# Duochrome eyeshadows & pigments



## user79 (Jan 4, 2007)

Is there a list somewhere available that says what all the duochrome eyeshadows and pigments are? I mean eyeshadows or pigments that reflect 2 colours, for example Blue Brown, or Expensive Pink or Club for example. The MAC website does not have that as a separate category.

I think these are the prettiest eyeshadows.

Or can you all just list which ones you know of?


----------



## amoona (Jan 4, 2007)

Um I know Motif is duochrome ... it's hot!


----------



## mzcelaneous (Jan 4, 2007)

Eyeshadows:
Parfait Amour
Vapour
Club
Expensive Pink
Tilt
Vellum
Motif
Hush
Vex
Rose (Pro)

Pigments:
Blue Brown
Pink Bronze
Pink Opal
Frozen White

Those are all I can think of for now.


----------



## Sanne (Jan 4, 2007)

I know that some e/s like tilt where signed as a duochrome, but I don't knowif it still is. when you put the arrow on the colorswatch, it said Tilt, Frost (duochrome)  maybe if you search the site it might give a list.


----------



## Caderas (Jan 6, 2007)

pigments::

sunpepper
emerald green [this could be wrong, just glittery and reflects silver-white...opinions?]


----------



## neverfadetogray (Jan 6, 2007)

pink pearl pigment is definitely a duochrome.


----------



## asnbrb (Jan 7, 2007)

can't think, but green brown and stars and rockets are and I THINK vellum is one as well


----------



## BlahWah (Jan 7, 2007)

*Old Gold*!  One of my favourites... and tho it's really pale and some may not count it, *Rite of Spring*... maybe *Steamy*, with its gold reflects?  And *Cornflower*, with its pinkish reflects (iirc from reviews, I don't have it myself).. that's all I can think of other than what's been mentioned.


----------



## Ascella (Jan 7, 2007)

There has been an old thread about this, some more info there:
http://www.specktra.net/showthread.p...&highlight=duo
I love love Pink Pearl.


----------



## MAC_Whore (Jan 7, 2007)

Add: 

White Gold Pigment
Frozen White Pigment
Pink Opal Pigment
Gorgeous Gold ES
White Wheat ES
Sea Myth ES
Almond Icing ES
Seedy Pearl ES
Parrot is almost a duochrome.  It goes a bit gold on darker skintones.  Same with Lucky Green.


----------



## user79 (Jan 10, 2007)

Thank you!


----------



## user79 (Jan 10, 2007)

Quote:

   Originally Posted by *colourful_addiction* 

 
_pigments::

sunpepper
emerald green [this could be wrong, just glittery and reflects silver-white...opinions?]_

 
Emerald Green is def not a duochrome, it just has glitter in it.


----------



## poppy z (Jan 10, 2007)

duochromes are my favourite....


----------



## panda0410 (May 30, 2008)

Add to pigments -
Blue Brown
Pink Bronze 
Pink Opal
Frozen White
Pink Pearl
Green Brown
Lark About
White Gold
Helium 
Cornflower
Old Gold
Vanilla
Steel Blue
Grape/Entremauve


----------



## Karen_B (May 30, 2008)

The whitish one, Quick Frost, from Rushmetal is a duochrome, isn't it?

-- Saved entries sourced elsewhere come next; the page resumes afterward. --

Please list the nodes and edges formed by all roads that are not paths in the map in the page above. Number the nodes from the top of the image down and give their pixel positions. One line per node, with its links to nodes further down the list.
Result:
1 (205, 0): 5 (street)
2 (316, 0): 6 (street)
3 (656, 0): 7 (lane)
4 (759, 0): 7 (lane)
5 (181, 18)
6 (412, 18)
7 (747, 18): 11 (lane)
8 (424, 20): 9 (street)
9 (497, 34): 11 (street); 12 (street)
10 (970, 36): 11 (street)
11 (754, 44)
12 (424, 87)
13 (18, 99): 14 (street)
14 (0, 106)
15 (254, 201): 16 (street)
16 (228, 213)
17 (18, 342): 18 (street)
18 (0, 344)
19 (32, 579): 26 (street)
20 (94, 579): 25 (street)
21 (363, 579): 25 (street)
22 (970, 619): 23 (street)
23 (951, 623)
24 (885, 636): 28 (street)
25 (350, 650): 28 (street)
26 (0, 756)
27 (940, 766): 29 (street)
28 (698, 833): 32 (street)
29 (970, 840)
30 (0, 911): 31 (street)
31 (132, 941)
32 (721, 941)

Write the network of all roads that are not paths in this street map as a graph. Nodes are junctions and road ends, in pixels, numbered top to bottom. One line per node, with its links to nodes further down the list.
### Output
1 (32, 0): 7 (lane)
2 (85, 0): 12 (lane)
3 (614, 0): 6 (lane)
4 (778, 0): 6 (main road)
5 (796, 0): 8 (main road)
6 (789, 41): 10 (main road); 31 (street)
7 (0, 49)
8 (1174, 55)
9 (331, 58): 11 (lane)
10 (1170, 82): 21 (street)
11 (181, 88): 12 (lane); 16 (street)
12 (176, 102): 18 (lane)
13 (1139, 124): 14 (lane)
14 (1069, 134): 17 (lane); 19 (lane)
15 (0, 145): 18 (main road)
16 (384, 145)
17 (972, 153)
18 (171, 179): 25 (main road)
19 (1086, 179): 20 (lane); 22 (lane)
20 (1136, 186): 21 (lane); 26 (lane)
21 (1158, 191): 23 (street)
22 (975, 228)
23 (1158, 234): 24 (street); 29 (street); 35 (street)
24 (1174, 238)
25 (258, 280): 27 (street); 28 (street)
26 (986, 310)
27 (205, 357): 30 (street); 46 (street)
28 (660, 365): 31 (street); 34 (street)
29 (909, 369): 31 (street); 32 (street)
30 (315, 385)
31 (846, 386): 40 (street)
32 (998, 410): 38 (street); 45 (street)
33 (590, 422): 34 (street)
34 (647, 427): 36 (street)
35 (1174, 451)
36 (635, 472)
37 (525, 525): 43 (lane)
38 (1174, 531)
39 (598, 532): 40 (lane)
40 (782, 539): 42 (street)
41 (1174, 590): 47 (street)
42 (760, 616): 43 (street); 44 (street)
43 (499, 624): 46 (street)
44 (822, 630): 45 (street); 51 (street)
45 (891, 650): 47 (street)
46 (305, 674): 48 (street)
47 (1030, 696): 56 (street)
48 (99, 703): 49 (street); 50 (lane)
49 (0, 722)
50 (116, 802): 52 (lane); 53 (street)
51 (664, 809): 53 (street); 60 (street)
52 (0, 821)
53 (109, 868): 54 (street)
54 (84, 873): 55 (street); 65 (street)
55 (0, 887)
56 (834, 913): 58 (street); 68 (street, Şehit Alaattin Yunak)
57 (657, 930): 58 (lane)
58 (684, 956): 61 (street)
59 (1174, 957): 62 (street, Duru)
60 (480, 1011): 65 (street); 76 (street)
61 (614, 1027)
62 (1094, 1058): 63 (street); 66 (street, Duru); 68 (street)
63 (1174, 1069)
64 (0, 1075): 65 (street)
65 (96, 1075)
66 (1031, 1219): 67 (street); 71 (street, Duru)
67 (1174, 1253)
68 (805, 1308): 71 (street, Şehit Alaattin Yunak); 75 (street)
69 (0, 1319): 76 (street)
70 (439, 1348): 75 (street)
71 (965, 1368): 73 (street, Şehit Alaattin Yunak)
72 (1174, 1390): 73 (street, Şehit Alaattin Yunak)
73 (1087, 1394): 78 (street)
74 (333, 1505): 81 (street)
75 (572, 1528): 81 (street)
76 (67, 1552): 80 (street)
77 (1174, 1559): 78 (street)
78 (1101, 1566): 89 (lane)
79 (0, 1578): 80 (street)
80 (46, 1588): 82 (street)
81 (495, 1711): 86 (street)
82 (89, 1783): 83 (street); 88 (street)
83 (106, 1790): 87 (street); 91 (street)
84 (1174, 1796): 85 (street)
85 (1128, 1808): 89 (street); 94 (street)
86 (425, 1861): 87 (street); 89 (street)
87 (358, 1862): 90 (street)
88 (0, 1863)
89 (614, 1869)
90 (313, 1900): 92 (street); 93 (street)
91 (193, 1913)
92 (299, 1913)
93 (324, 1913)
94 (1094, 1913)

White with green undertones.


----------



## KeshieShimmer (May 31, 2008)

Quote:

   Originally Posted by *panda0410* 

 
_Add to pigments -
Blue Brown
Pink Bronze 
Pink Opal
Frozen White
Pink Pearl
Green Brown
Lark About
White Gold
Helium 
Cornflower
Old Gold
Vanilla
Steel Blue
Grape/Entremauve_

 

I don't think that Entremauve is a duochrome, I never see any other color reflect.


----------



## erine1881 (May 31, 2008)

Quote:

   Originally Posted by *KeshieShimmer* 

 
_I don't think that Entremauve is a duochrome, I never see any other color reflect._

 
neither is grape, cornflower, sunpepper or steel blue.

vapour and parfait amour aren't either, even tho they say they are on the site.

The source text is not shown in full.